June 2021 – Graduate student
Jacque Kocer – Oglala Sioux Tribe
Albuquerque, New Mexico
Scholarship: BIE (Bureau of Indian Education) – Loan for Service
School: University of New Mexico
I incorporated a nonprofit, Indigenous Archaeological Research and Training program, in January 2021 that directly benefits Indigenous communities. The program is for Native American students promoting Indigenous sovereignty over ancestral cultural and natural resources while preserving New Mexico’s vast heritage. The program will sponsor cultural revitalization efforts and facilitate a rebalancing of power dynamics between Indigenous peoples and mainstream America. We believe that the past can best be studied by archaeological scientists collaborating with descendant groups to empower Indigenous communities leading to a more comprehensive understanding of Indigenous technology and lifeways. Our primary goal is to be a steward of archaeologically sacred sites for descendant communities. Collaboration and training are essential to help preserve and protect our cultural heritage for future generations.
The history of archaeological research in New Mexico has been entangled with colonial agendas and mistrust, where too often, Indigenous people were treated as objects to be studied and quantified.
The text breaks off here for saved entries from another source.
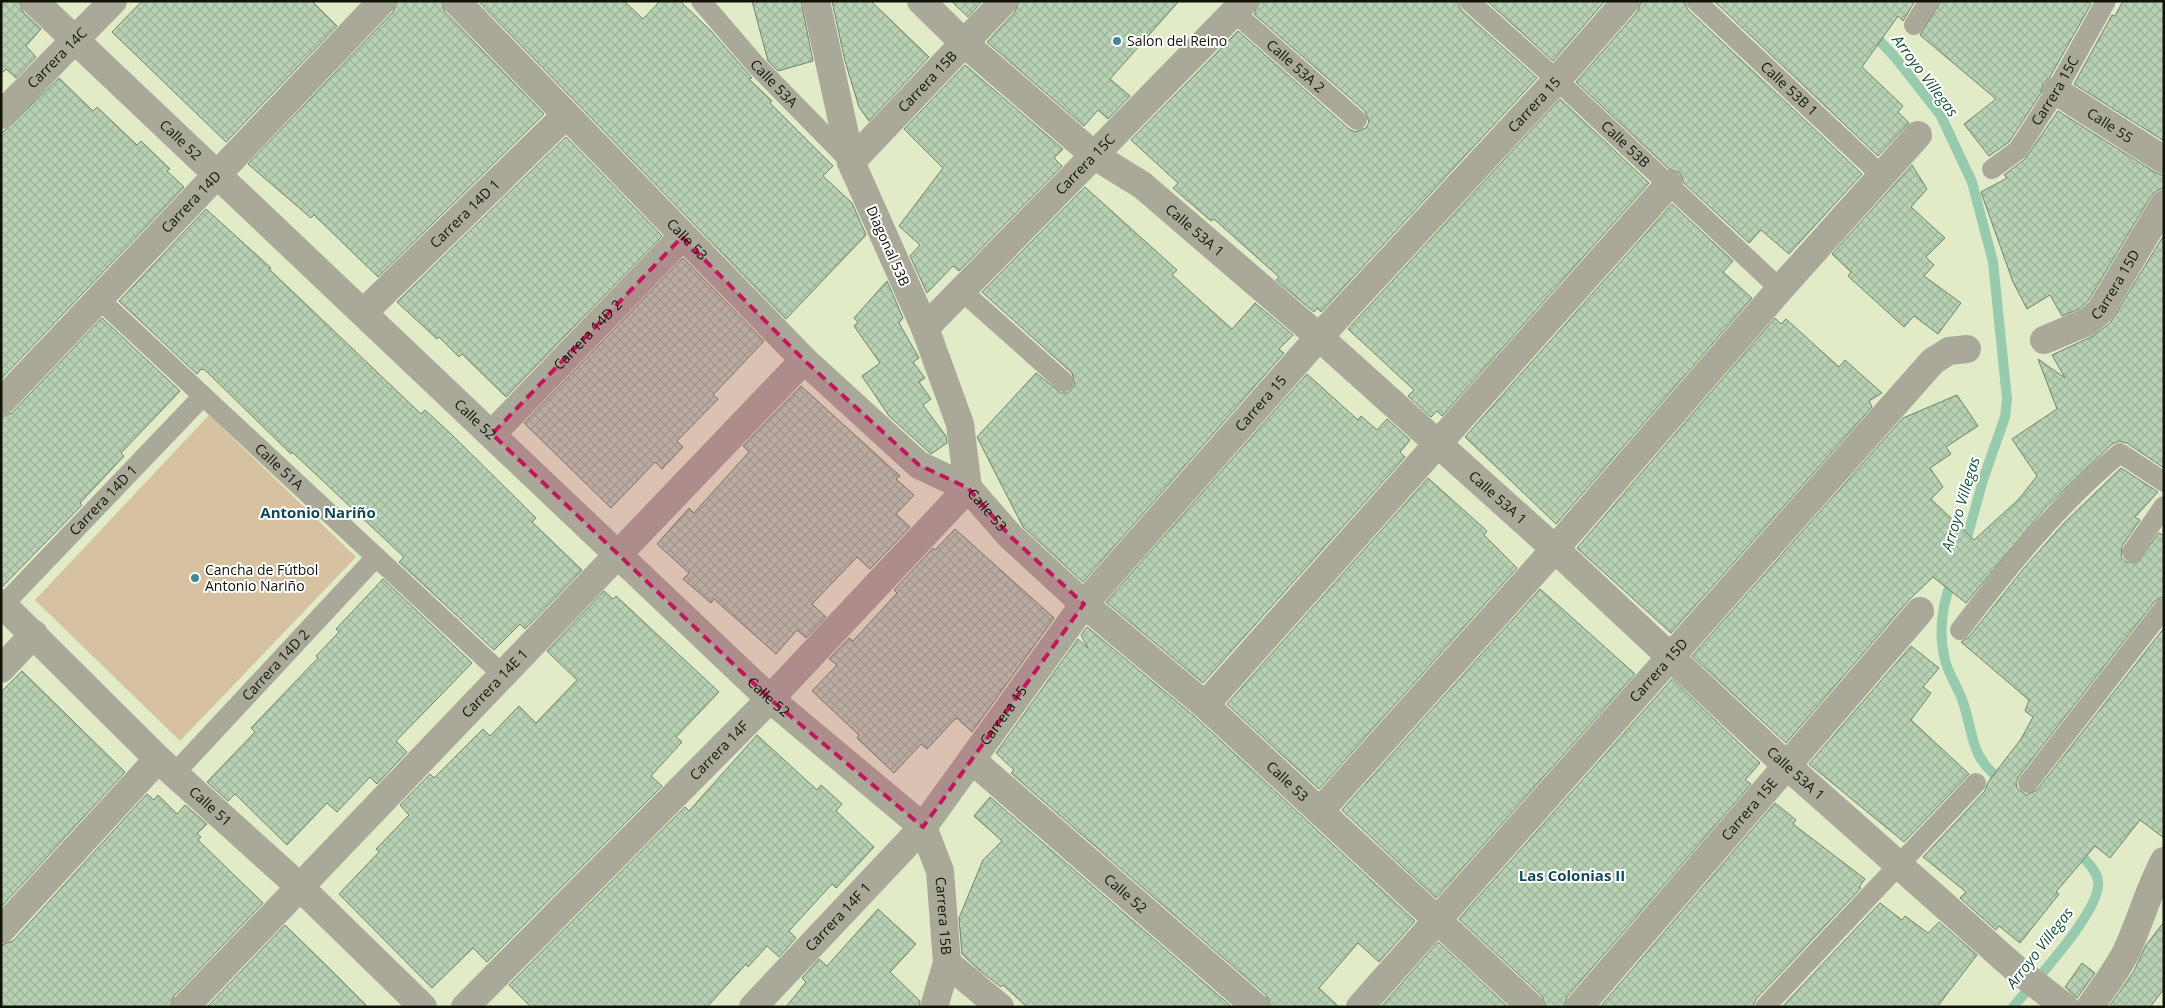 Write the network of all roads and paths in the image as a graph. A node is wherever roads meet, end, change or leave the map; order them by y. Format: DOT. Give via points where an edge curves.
graph roads {
  1 [pos="34,1"];
  2 [pos="112,1"];
  3 [pos="382,1"];
  4 [pos="456,1"];
  5 [pos="701,1"];
  6 [pos="816,1"];
  7 [pos="921,1"];
  8 [pos="1004,1"];
  9 [pos="1468,1"];
  10 [pos="1626,1"];
  11 [pos="1696,1"];
  12 [pos="1929,1"];
  13 [pos="2106,1"];
  14 [pos="1240,7"];
  15 [pos="1914,25"];
  16 [pos="75,38"];
  17 [pos="964,43"];
  18 [pos="1557,80"];
  19 [pos="2056,91"];
  20 [pos="1,115"];
  21 [pos="566,115"];
  22 [pos="1357,120"];
  23 [pos="1918,135"];
  24 [pos="1094,156"];
  25 [pos="2164,160"];
  26 [pos="851,162"];
  27 [pos="1992,170"];
  28 [pos="218,173"];
  29 [pos="1882,176"];
  30 [pos="1669,184"];
  31 [pos="2164,204"];
  32 [pos="682,237"];
  33 [pos="1780,289"];
  34 [pos="962,291"];
  35 [pos="99,299"];
  36 [pos="364,312"];
  37 [pos="924,328"];
  38 [pos="1319,336"];
  39 [pos="2044,340"];
  40 [pos="1967,349"];
  41 [pos="804,360"];
  42 [pos="1064,382"];
  43 [pos="203,396"];
  44 [pos="1,402"];
  45 [pos="492,434"];
  46 [pos="1438,443"];
  47 [pos="2164,482"];
  48 [pos="968,488"];
  49 [pos="2164,506"];
  50 [pos="1555,549"];
  51 [pos="2132,552"];
  52 [pos="376,557"];
  53 [pos="618,557"];
  54 [pos="2,604"];
  55 [pos="1084,604"];
  56 [pos="2164,608"];
  57 [pos="1920,611"];
  58 [pos="1960,630"];
  59 [pos="34,634"];
  60 [pos="1671,658"];
  61 [pos="1,669"];
  62 [pos="504,676"];
  63 [pos="770,699"];
  64 [pos="1205,705"];
  65 [pos="973,761"];
  66 [pos="1786,764"];
  67 [pos="166,766"];
  68 [pos="1976,783"];
  69 [pos="2028,783"];
  70 [pos="1320,811"];
  71 [pos="923,828"];
  72 [pos="2164,861"];
  73 [pos="1898,864"];
  74 [pos="301,888"];
  75 [pos="1438,920"];
  76 [pos="1,930"];
  77 [pos="947,963"];
  78 [pos="2056,999"];
  79 [pos="186,1007"];
  80 [pos="423,1007"];
  81 [pos="465,1007"];
  82 [pos="753,1007"];
  83 [pos="934,1007"];
  84 [pos="1000,1007"];
  85 [pos="1256,1007"];
  86 [pos="1360,1007"];
  87 [pos="1531,1007"];
  88 [pos="1579,1007"];
  89 [pos="1765,1007"];
  90 [pos="2090,1007"];
  1 -- 16 [label="street, Calle 52"];
  2 -- 16 [label="street, Carrera 14C"];
  3 -- 28 [label="street, Carrera 14D"];
  4 -- 21 [label="street, Calle 53"];
  5 -- 26 [label="lane, Calle 53A" via="755,64"];
  6 -- 26 [label="street, Diagonal 53B"];
  7 -- 17 [label="street, Calle 53A 1"];
  8 -- 17 [label="street, Carrera 15B"];
  9 -- 18 [label="lane, Calle 53B"];
  10 -- 18 [label="street, Carrera 15"];
  11 -- 29 [label="lane, Calle 53B 1"];
  12 -- 15 [label="lane"];
  13 -- 19 [label="lane, Carrera 15C"];
  14 -- 22 [label="lane, Calle 53A 2"];
  14 -- 24 [label="street, Carrera 15C"];
  16 -- 20 [label="street, Carrera 14C"];
  16 -- 28 [label="street, Calle 52"];
  17 -- 24 [label="street, Calle 53A 1"];
  17 -- 26 [label="street, Carrera 15B"];
  18 -- 30 [label="lane, Calle 53B"];
  18 -- 38 [label="street, Carrera 15"];
  19 -- 25 [label="street, Calle 55"];
  19 -- 27 [label="lane, Carrera 15C" via="2018,150"];
  21 -- 32 [label="street, Calle 53"];
  21 -- 36 [label="street, Carrera 14D 1"];
  23 -- 29 [label="street"];
  24 -- 34 [label="street, Carrera 15C"];
  24 -- 38 [label="street, Calle 53A 1" via="1142,185"];
  26 -- 37 [label="street, Diagonal 53B"];
  28 -- 35 [label="street, Carrera 14D"];
  28 -- 36 [label="street, Calle 52"];
  29 -- 33 [label="street"];
  30 -- 33 [label="lane, Calle 53B"];
  30 -- 46 [label="street"];
  31 -- 39 [label="street, Carrera 15D" via="2100,311 2087,322"];
  32 -- 41 [label="street, Calle 53"];
  32 -- 45 [label="street, Carrera 14D 2"];
  33 -- 50 [label="street"];
  34 -- 37 [label="street, Carrera 15C"];
  34 -- 42 [label="lane"];
  35 -- 43 [label="lane, Calle 51A"];
  35 -- 44 [label="street, Carrera 14D"];
  36 -- 45 [label="street, Calle 52"];
  37 -- 48 [label="street, Diagonal 53B" via="960,424"];
  38 -- 46 [label="street, Calle 53A 1"];
  38 -- 55 [label="street, Carrera 15"];
  40 -- 60 [label="street, Carrera 15D" via="1950,351 1933,361"];
  41 -- 48 [label="street, Calle 53" via="920,465"];
  41 -- 53 [label="street, Carrera 14E 1"];
  43 -- 52 [label="lane, Calle 51A"];
  43 -- 54 [label="lane, Carrera 14D 1"];
  45 -- 53 [label="street, Calle 52"];
  46 -- 50 [label="street, Calle 53A 1"];
  46 -- 64 [label="street"];
  47 -- 58 [label="lane" via="2120,453 2072,495 2028,543"];
  48 -- 55 [label="street, Calle 53" via="1010,536"];
  48 -- 63 [label="street, Carrera 14F"];
  49 -- 51 [label="lane"];
  50 -- 60 [label="street, Calle 53A 1"];
  50 -- 70 [label="street"];
  52 -- 62 [label="lane, Calle 51A"];
  52 -- 67 [label="lane, Carrera 14D 2"];
  53 -- 62 [label="street, Carrera 14E 1"];
  53 -- 63 [label="street, Calle 52"];
  54 -- 59 [label="street, Calle 51"];
  55 -- 64 [label="street, Calle 53"];
  55 -- 65 [label="street, Carrera 15"];
  56 -- 69 [label="lane"];
  57 -- 66 [label="street, Carrera 15E"];
  59 -- 61 [label="street"];
  59 -- 67 [label="street, Calle 51"];
  60 -- 66 [label="street, Calle 53A 1"];
  60 -- 75 [label="street, Carrera 15D"];
  62 -- 74 [label="street, Carrera 14E 1"];
  63 -- 71 [label="street, Calle 52"];
  63 -- 81 [label="street, Carrera 14F"];
  64 -- 70 [label="street, Calle 53"];
  65 -- 71 [label="street, Carrera 15"];
  65 -- 85 [label="street, Calle 52"];
  66 -- 73 [label="street, Calle 53A 1"];
  66 -- 88 [label="street, Carrera 15E"];
  67 -- 74 [label="street, Calle 51"];
  67 -- 76 [label="street, Carrera 14D 2"];
  68 -- 73 [label="lane"];
  70 -- 75 [label="street, Calle 53"];
  71 -- 77 [label="street, Carrera 15B" via="940,871"];
  71 -- 82 [label="street, Carrera 14F 1"];
  72 -- 90 [label="street" via="2127,950"];
  73 -- 78 [label="street, Calle 53A 1" via="2016,969"];
  73 -- 89 [label="lane"];
  74 -- 79 [label="street, Carrera 14E 1"];
  74 -- 80 [label="street, Calle 51"];
  75 -- 86 [label="street, Carrera 15D"];
  75 -- 87 [label="street, Calle 53"];
  77 -- 83 [label="street, Carrera 15B"];
  77 -- 84 [label="street"];
} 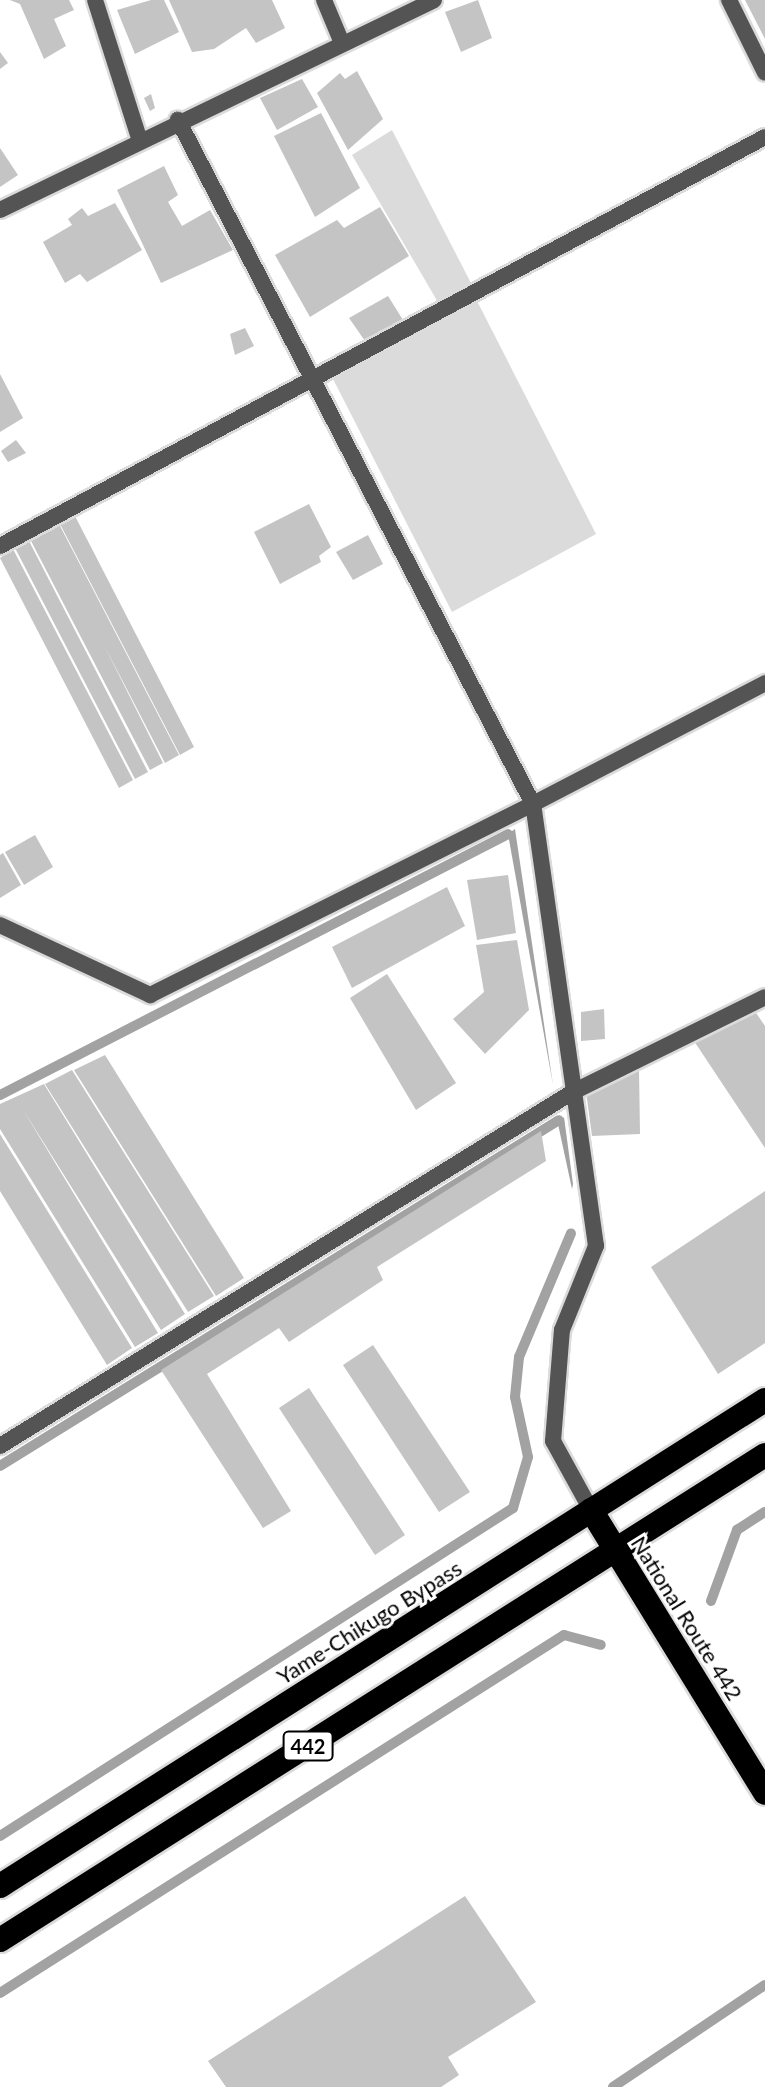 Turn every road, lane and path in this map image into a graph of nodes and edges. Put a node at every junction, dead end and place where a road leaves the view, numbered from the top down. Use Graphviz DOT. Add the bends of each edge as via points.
graph roads {
  1 [pos="95,0"];
  2 [pos="324,0"];
  3 [pos="434,0"];
  4 [pos="729,0"];
  5 [pos="342,43"];
  6 [pos="765,73"];
  7 [pos="178,120"];
  8 [pos="765,137"];
  9 [pos="139,138"];
  10 [pos="0,210"];
  11 [pos="315,378"];
  12 [pos="0,546"];
  13 [pos="765,683"];
  14 [pos="533,804"];
  15 [pos="0,925"];
  16 [pos="765,997"];
  17 [pos="571,1093"];
  18 [pos="765,1400"];
  19 [pos="0,1446"];
  20 [pos="765,1455"];
  21 [pos="591,1510"];
  22 [pos="615,1551"];
  23 [pos="765,1793"];
  24 [pos="0,1886"];
  25 [pos="0,1940"];
  1 -- 9 [label="street"];
  2 -- 5 [label="street"];
  3 -- 5 [label="street"];
  4 -- 6 [label="street"];
  5 -- 7 [label="street"];
  7 -- 9 [label="street"];
  7 -- 11 [label="street"];
  8 -- 11 [label="street"];
  9 -- 10 [label="street"];
  11 -- 12 [label="street"];
  11 -- 14 [label="street"];
  13 -- 14 [label="street"];
  14 -- 15 [label="street" via="150,995"];
  14 -- 17 [label="street"];
  16 -- 17 [label="street"];
  17 -- 19 [label="street"];
  17 -- 21 [label="street" via="596,1246 562,1330 553,1441"];
  18 -- 21 [label="highway, Yame-Chikugo Bypass / 442"];
  20 -- 22 [label="highway, 442"];
  21 -- 22 [label="highway, National Route 442"];
  21 -- 24 [label="highway, Yame-Chikugo Bypass / 442"];
  22 -- 23 [label="highway, National Route 442"];
  22 -- 25 [label="highway, 442"];
} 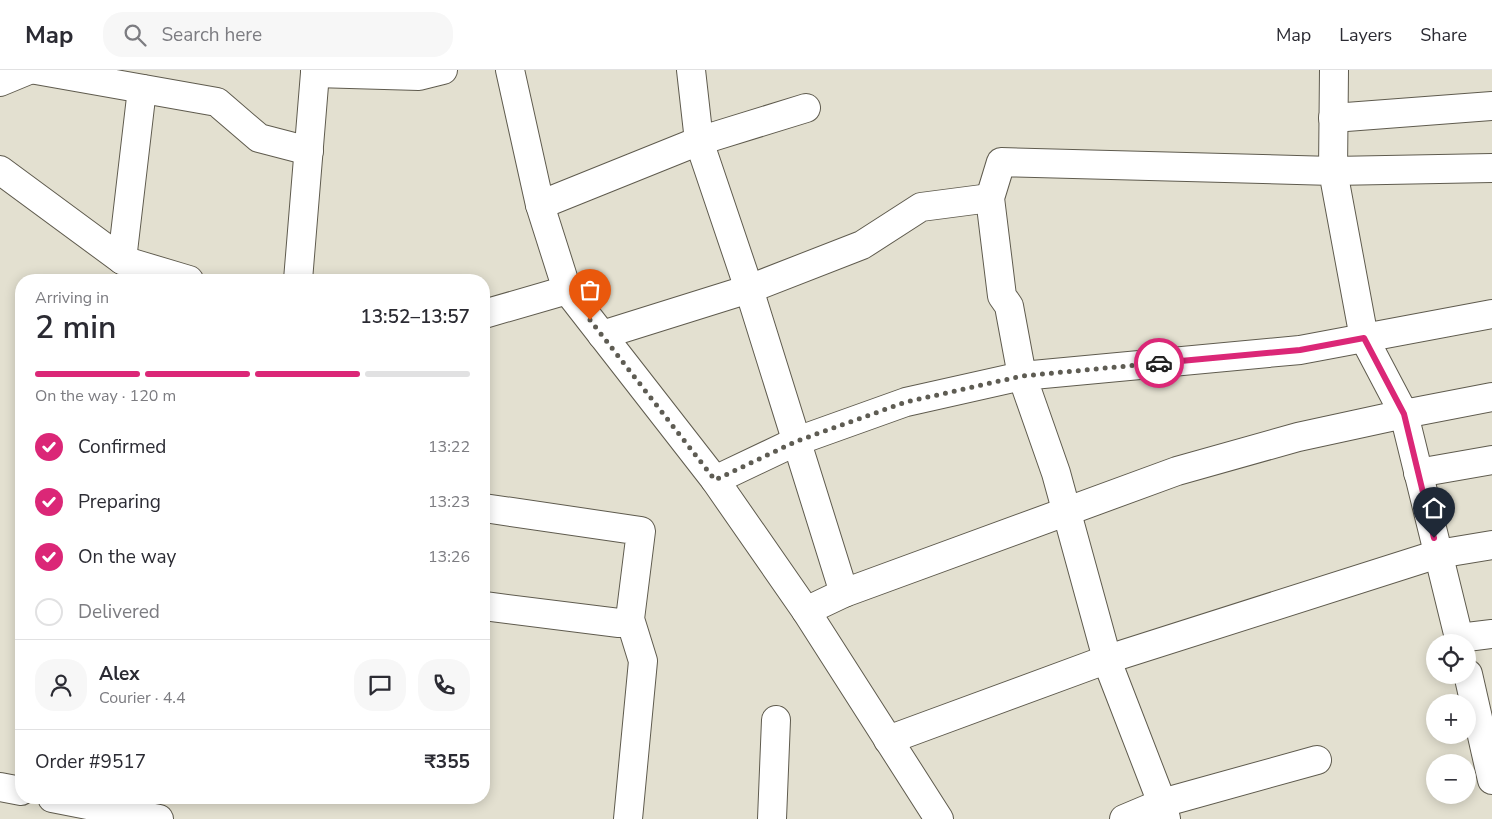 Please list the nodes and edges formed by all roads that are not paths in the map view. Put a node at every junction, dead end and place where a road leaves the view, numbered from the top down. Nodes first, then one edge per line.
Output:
1 (29, 70) edge
2 (36, 70) edge
3 (443, 70) edge
4 (510, 70) edge
5 (691, 70) edge
6 (1334, 70) edge
7 (315, 72) edge
8 (101, 76) edge
9 (0, 82) edge
10 (142, 89) junction
11 (1492, 106) edge
12 (806, 108) dead end
13 (1333, 118) junction
14 (699, 141) junction
15 (309, 151) junction
16 (1492, 168) edge
17 (0, 170) edge
18 (1333, 171) junction
19 (990, 198) junction
20 (540, 205) junction
21 (122, 260) junction
22 (169, 274) edge
23 (299, 274) edge
24 (749, 289) junction
25 (567, 290) junction
26 (490, 312) edge
27 (1492, 314) edge
28 (602, 335) junction
29 (1364, 338) junction
30 (1022, 376) junction
31 (1492, 397) edge
32 (1404, 414) junction
33 (797, 441) junction
34 (1492, 460) edge
35 (1419, 475) junction
36 (715, 480) junction
37 (490, 509) edge
38 (1066, 511) junction
39 (1492, 545) edge
40 (1438, 554) junction
41 (844, 593) junction
42 (490, 607) edge
43 (806, 611) junction
44 (630, 619) junction
45 (1458, 634) edge
46 (1492, 634) edge
47 (1476, 637) edge
48 (1108, 659) junction
49 (1470, 684) edge
50 (776, 720) dead end
51 (888, 740) junction
52 (1317, 760) dead end
53 (1492, 780) edge
54 (0, 787) edge
55 (15, 790) edge
56 (82, 804) edge
57 (1164, 811) edge
58 (158, 819) edge
59 (628, 819) edge
60 (772, 819) edge
61 (939, 819) edge
62 (1124, 819) edge

1 - 9 street
2 - 8 street
3 - 7 street
4 - 20 street
5 - 14 street
6 - 13 street
7 - 15 street
8 - 10 street
10 - 15 street
10 - 21 street
11 - 13 street
12 - 14 street
13 - 18 street
14 - 20 street
14 - 24 street
15 - 23 street
16 - 18 street
17 - 21 street
18 - 19 street
18 - 29 street
19 - 24 street
19 - 30 street
20 - 25 street
21 - 22 street
24 - 28 street
24 - 33 street
25 - 26 street
25 - 28 street
27 - 29 street
28 - 36 street
29 - 30 street
29 - 32 street
30 - 33 street
30 - 38 street
31 - 32 street
32 - 35 street
32 - 38 street
33 - 36 street
33 - 41 street
34 - 35 street
35 - 40 street
36 - 43 street
37 - 44 street
38 - 41 street
38 - 48 street
39 - 40 street
40 - 45 street
40 - 48 street
41 - 43 street
42 - 44 street
43 - 51 street
44 - 59 street
46 - 47 street
48 - 51 street
48 - 57 street
49 - 53 street
50 - 60 street
51 - 61 street
52 - 57 street
54 - 55 street
56 - 58 street
57 - 62 street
As Indigenous archaeologists, we envision a more productive way to study archaeology through collaborative work with tribal entities where research is conducted on their own terms, benefiting their own communities. Native people will decide what aspects of research can be shared with the public and larger scientific community.
Funds from the AIGC Loan for Service have allowed me to make progress to finish my dissertation at the University of New Mexico. Furthermore, AIGC has provided me with the inspiration and opportunity to incorporate a nonprofit that will benefit my communities.